I looked at that about ping thinks W2K.

I started "ping" with "-t" key:

1. Ping'ing to NICs IP - W2K performance monitor shows 1 Echo packet per second;

2. Ping'ing to cluster IP - jumps from 1 to 127 Echo packets per second;

Definitely this relates to TTL=127.

One more "ping -t" - Echo p/s jumps near to 255.

It looks like looping packets.

But where and why?

What I am missing?

Best regards,

Saulius.

ggehle · ‎10-23-2001

Saulius,

Can you provide details on how you have configured your switches and routers for multicast?

Thanks,

-Greg

sgercas · ‎10-26-2001

Hello Greg,

Multicast configuration was "by default".

I opened the case with TAC, and got the right answer.

Excerpt from the answer:

"..what seems to be happening is that the l2 switches seem to be treating the dest packets for the multicast mac address as broadcast packets and seem to be flooding them across the network. since the adjoining switch receives it, it sends it to the l3 blade which then resends it to the switch and now this switch l2 side broadcasts it across to the first switch and the cycle continues.

the way to fix this i believe would be to define static or permanent multicast mac address entries and tie them to the cluster ports and the etherchannel ports going across to the other switch.."

So, with "set cam permanent .." I tied multicast mac address to the cluster ports and the etherchannel ports going across to the other switch, and traffic dropped to normal.

But, I have another issue.

Cluster integrity breaks if servers connects to different switches.

I have four servers, which forms the cluster.

If servers active connections goes to the same switch – they can form the cluster.

If one server active connection goes to another switch than last three – it can’t join the cluster.

It looks like “set cam” blocks cluster heartbeat from switch to switch.

I am still researching that’s going on.

Saulius.

jhumeston · ‎11-07-2001

I am running into a similar issue.

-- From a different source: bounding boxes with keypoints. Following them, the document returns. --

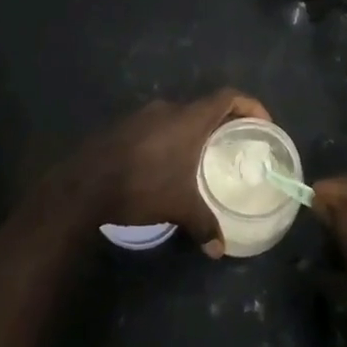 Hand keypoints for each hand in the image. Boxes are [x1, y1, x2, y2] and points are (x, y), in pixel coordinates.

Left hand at [70, 89, 270, 254]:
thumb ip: (204, 225)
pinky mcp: (124, 126)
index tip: (263, 124)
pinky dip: (171, 139)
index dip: (250, 106)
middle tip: (236, 145)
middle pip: (205, 106)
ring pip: (179, 117)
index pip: (229, 97)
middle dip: (223, 123)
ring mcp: (143, 115)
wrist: (83, 185)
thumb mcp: (179, 208)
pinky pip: (158, 126)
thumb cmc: (141, 187)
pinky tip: (168, 165)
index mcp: (189, 119)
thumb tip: (219, 249)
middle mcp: (169, 109)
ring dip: (194, 132)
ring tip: (203, 158) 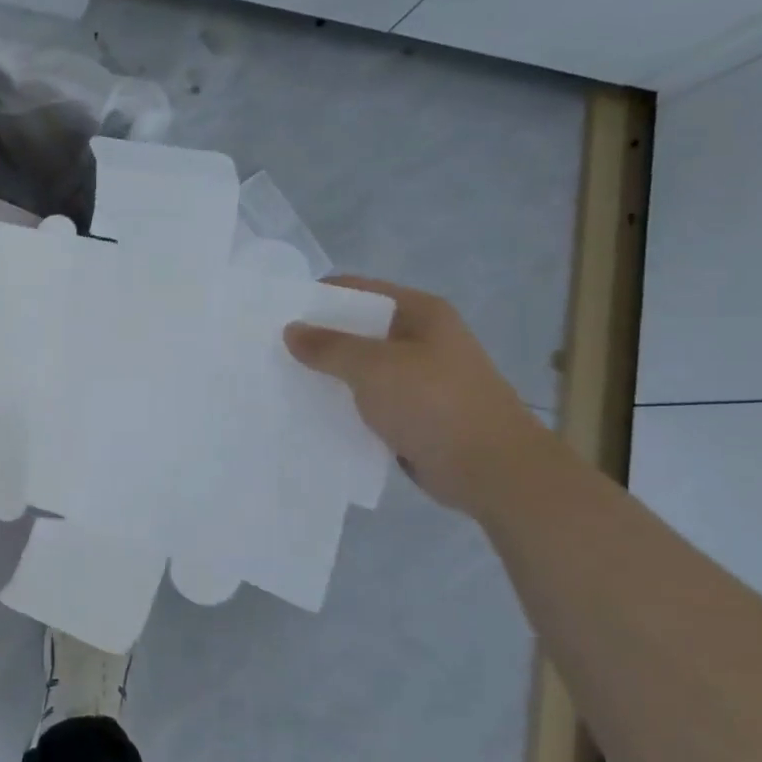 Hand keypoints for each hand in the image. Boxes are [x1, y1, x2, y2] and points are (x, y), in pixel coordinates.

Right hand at [284, 277, 556, 516]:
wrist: (491, 470)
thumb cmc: (434, 404)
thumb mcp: (375, 367)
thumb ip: (329, 347)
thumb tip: (291, 330)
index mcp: (419, 313)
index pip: (357, 290)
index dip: (317, 298)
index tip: (276, 315)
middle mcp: (420, 339)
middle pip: (357, 329)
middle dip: (317, 340)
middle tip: (270, 351)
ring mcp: (418, 378)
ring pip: (360, 368)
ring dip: (328, 375)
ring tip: (282, 382)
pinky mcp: (413, 413)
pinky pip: (368, 400)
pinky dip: (344, 405)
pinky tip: (311, 413) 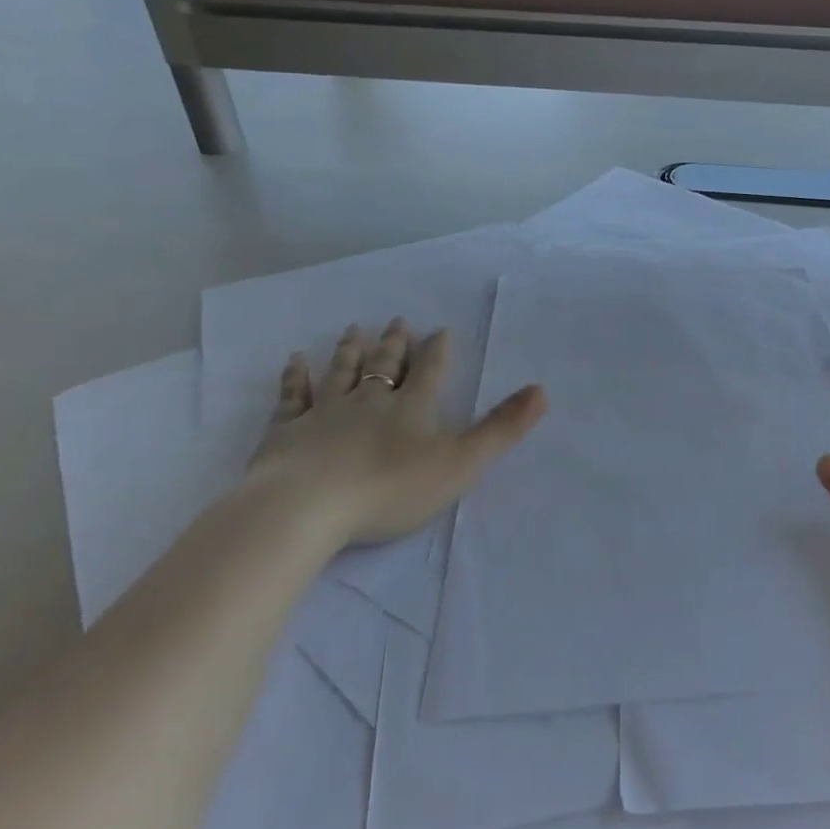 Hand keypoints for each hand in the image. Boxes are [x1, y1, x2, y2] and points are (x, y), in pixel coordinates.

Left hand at [246, 318, 546, 549]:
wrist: (307, 507)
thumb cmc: (391, 488)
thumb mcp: (461, 462)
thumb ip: (501, 428)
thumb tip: (542, 389)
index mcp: (412, 408)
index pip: (430, 372)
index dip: (438, 351)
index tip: (440, 329)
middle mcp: (369, 401)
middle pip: (385, 366)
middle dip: (394, 344)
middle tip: (397, 321)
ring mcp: (325, 413)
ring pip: (341, 373)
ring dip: (349, 351)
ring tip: (354, 329)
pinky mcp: (287, 432)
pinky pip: (293, 397)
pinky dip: (295, 378)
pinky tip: (294, 361)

Our demima here is that we would like to build each server of the cluster into its own fault tolerance. I would like to be able to put one NIC into one switch, while the other NIC is in the other switch. This elliminates teaming, and etherchannel. And because the cluster software wont work with both NICs having their own IP addresses.

Now, we are using VI in a SAN for the heartbeat, which elliminates that problem

When using teaming, if you need to take down a switch for maintenance then you have to break the cluster. Does someone know how to avoid this?

sgercas · ‎11-08-2001

Hello,

I can down one of the two switches for the maintenance without breaking the cluster, because teaming rearrange active links to the switch which stays online.

Regarding my previous posts - now everything is OK.

The trick is to tie multicast mac address to the cluster ports and the etherchannel ports between switches.

Saulius.

sstrack · ‎11-15-2001

Hi Saulius!

Most the phenomenons you described and the 'so called' solutions can be found in the white paper of NLB on Microsoft page.

http://www.microsoft.com/windows2000/docs/NLBtech2.doc